__Aim of the task__: All lines in the entries below that hold "first" make up the answer.

__Data to examine__:
__________
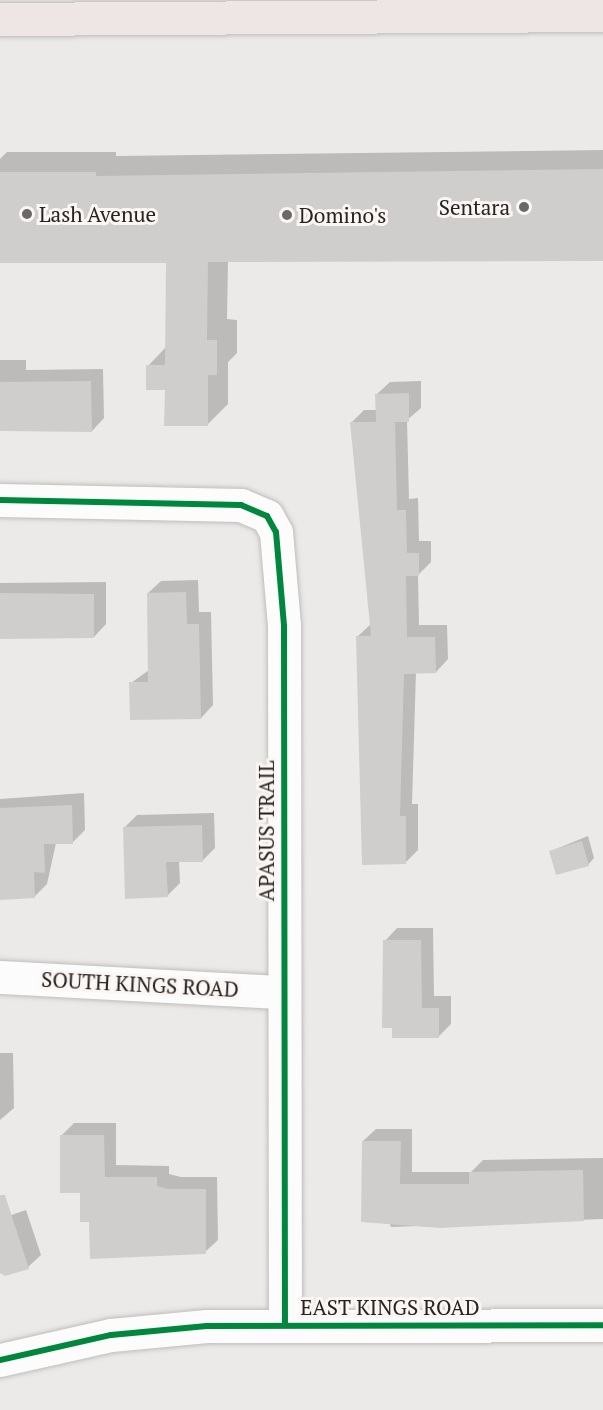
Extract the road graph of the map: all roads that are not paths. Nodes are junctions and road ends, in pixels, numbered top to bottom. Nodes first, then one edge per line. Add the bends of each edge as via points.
__________
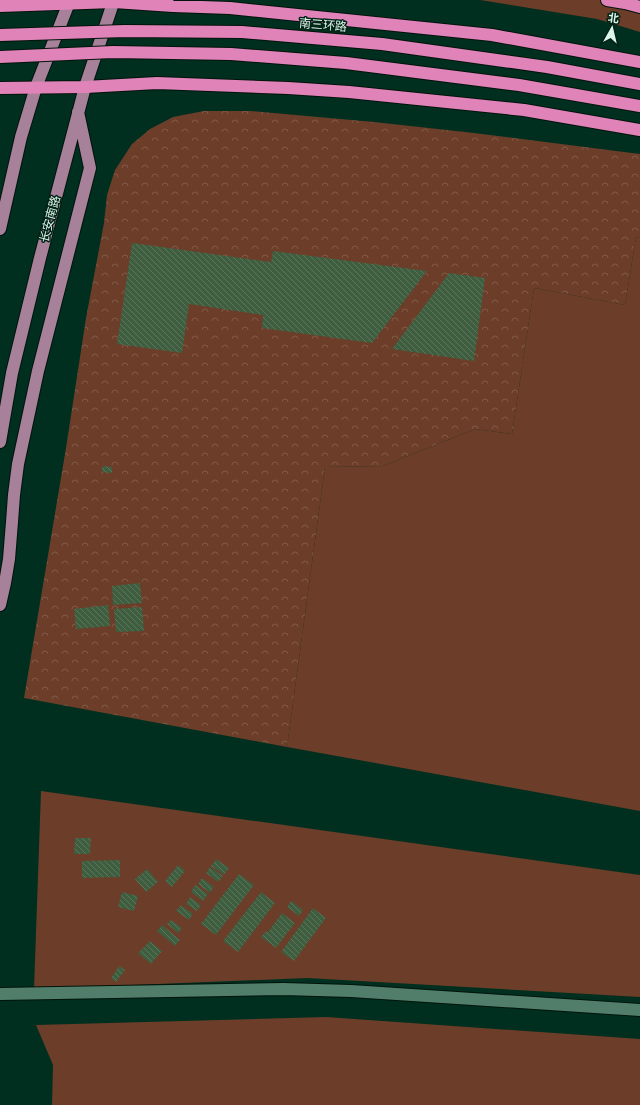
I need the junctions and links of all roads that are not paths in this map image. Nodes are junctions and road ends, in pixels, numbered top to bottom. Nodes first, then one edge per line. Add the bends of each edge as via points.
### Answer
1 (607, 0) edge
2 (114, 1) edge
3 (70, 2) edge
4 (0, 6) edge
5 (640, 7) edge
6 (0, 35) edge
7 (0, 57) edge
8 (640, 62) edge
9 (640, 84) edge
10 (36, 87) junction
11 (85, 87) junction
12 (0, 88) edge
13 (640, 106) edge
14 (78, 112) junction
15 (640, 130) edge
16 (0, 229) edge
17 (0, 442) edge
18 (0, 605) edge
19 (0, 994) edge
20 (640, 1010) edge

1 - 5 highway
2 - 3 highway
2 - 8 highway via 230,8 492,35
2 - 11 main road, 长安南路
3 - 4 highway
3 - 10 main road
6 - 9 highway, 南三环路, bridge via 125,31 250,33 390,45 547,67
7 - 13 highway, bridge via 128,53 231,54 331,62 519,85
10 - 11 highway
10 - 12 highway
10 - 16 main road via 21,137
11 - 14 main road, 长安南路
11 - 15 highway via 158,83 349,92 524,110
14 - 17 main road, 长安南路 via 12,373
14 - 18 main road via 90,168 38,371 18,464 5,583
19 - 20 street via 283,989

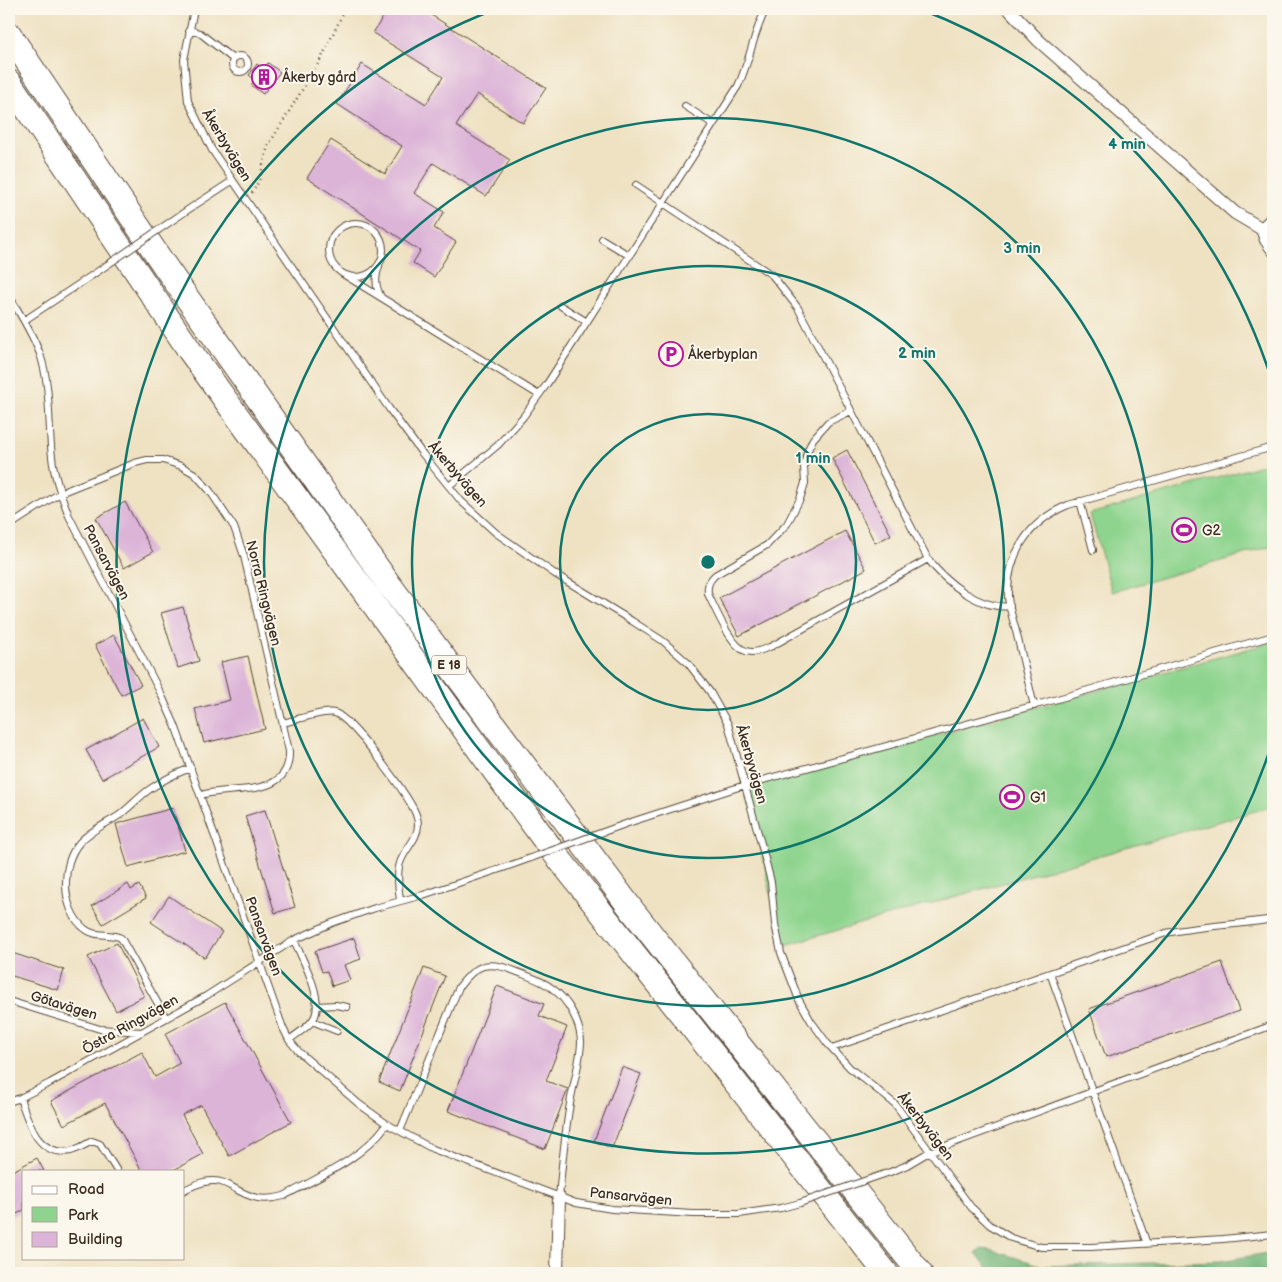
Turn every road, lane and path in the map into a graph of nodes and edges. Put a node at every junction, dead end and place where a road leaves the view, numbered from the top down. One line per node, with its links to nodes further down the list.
__________
__Response area__:
Extract the road graph of the map: all roads that are not paths. Nodes are junctions and road ends, in pixels, numbered top to bottom. Nodes first, then one edge per line. Add the bends of each edge as via points.
I need the junctions and links of all roads that are not paths in this map image. Nodes are junctions and road ends, in pixels, numbered top to bottom. Nodes first, then one edge per line. Add the bends of each edge as via points.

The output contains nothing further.